MOSCOW, April 12. /TASS/. Russia celebrates April 12 as Cosmonautics Day, established under a decree by the USSR Supreme Soviet (the Soviet Union’s national legislature) of April 9, 1962 in honor of the world’s first space flight by a Soviet citizen. The idea of introducing this date to the calendar of the nation’s memorable events was proposed by the Soviet Union’s second cosmonaut to go on a space mission, German Titov.

Also, April 12 is the International Day of Human Space Flight (declared by the UN General Assembly session on April 7, 2011 in honor of the beginning of humanity’s space era).

On April 12, 1961 Soviet cosmonaut Yury Gagarin became the first human to orbit the Earth. His spacecraft Vostok blasted off from the Baikonur cosmodrome to travel around the globe once. Gagarin successfully landed in Russia’s Saratov Region. His flight lasted 108 minutes.
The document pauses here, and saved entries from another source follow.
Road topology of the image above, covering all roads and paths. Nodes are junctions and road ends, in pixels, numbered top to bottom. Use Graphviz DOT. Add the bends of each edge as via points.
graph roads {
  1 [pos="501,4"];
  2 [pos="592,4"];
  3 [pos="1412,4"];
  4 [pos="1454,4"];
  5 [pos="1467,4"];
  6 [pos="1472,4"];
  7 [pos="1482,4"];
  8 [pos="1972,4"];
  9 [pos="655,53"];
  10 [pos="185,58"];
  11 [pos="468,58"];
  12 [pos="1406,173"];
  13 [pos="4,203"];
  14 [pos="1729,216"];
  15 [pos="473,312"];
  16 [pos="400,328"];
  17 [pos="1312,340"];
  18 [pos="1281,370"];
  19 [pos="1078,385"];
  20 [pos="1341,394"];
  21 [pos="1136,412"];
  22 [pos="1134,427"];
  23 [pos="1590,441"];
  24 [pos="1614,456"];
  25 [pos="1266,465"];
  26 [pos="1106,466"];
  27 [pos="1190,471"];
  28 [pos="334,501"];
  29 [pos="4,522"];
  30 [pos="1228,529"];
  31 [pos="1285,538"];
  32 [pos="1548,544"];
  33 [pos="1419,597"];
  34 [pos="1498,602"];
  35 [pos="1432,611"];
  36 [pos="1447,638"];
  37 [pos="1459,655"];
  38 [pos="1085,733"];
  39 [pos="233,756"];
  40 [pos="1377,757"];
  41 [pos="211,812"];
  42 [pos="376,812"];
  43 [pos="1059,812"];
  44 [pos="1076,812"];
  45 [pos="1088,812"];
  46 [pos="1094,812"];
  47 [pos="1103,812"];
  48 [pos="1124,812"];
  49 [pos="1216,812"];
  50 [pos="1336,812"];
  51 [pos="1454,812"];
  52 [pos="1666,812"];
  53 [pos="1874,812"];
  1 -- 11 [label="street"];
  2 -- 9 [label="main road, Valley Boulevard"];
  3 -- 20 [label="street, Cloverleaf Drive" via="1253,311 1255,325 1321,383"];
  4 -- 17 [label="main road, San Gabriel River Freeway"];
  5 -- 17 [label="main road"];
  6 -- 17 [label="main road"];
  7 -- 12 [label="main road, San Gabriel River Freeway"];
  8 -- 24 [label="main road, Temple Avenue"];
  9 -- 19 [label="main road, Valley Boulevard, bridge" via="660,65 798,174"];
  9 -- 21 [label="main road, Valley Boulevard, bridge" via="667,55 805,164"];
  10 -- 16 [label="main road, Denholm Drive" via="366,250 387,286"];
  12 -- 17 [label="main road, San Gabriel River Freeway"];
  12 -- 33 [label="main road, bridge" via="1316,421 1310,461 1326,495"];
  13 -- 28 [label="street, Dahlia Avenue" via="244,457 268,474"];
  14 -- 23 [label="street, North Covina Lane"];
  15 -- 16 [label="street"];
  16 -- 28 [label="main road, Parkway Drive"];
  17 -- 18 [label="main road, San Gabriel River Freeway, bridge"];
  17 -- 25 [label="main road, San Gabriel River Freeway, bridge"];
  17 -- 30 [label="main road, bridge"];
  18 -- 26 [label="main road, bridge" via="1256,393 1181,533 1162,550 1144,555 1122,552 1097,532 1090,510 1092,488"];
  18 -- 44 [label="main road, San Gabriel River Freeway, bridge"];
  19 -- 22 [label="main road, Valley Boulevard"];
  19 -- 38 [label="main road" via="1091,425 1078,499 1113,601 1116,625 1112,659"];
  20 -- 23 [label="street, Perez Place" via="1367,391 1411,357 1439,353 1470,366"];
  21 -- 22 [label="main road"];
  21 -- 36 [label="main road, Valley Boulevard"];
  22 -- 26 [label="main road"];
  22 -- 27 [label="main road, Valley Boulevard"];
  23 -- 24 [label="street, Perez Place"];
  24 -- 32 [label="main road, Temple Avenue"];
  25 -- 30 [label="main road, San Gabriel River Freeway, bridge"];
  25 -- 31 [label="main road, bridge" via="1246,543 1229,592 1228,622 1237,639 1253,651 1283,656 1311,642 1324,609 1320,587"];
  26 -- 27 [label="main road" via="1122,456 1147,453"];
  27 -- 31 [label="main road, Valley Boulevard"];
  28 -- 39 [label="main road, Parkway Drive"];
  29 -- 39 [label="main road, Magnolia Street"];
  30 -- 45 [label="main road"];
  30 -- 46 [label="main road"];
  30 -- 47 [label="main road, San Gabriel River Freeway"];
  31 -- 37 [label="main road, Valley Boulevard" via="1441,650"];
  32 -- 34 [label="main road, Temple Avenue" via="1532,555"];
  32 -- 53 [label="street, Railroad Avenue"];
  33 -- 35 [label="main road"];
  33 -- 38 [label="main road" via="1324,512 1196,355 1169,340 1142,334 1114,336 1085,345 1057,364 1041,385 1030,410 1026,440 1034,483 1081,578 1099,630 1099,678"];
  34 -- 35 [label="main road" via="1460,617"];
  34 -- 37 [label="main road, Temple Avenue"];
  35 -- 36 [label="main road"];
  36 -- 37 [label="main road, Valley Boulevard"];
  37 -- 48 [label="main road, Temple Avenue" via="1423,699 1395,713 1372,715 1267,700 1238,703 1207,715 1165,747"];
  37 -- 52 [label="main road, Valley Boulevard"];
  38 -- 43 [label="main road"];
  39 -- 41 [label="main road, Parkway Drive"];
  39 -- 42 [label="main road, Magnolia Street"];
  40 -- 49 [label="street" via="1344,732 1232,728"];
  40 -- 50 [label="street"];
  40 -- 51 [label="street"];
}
At the moment of blastoff Gagarin dropped a remark that instantly went down in history: “Off we go!” The space flight earned him the title of The Hero of the Soviet Union.

At the end of April 1961 Yury Gagarin began a “world tour of peace.” During the next three years he visited about 30 countries, including Czechoslovakia, Bulgaria, Finland, Britain, Poland, Cuba, Brazil, Canada, Hungary, India, Egypt, Austria, Japan, France, Mexico, East Germany, Sweden and Norway.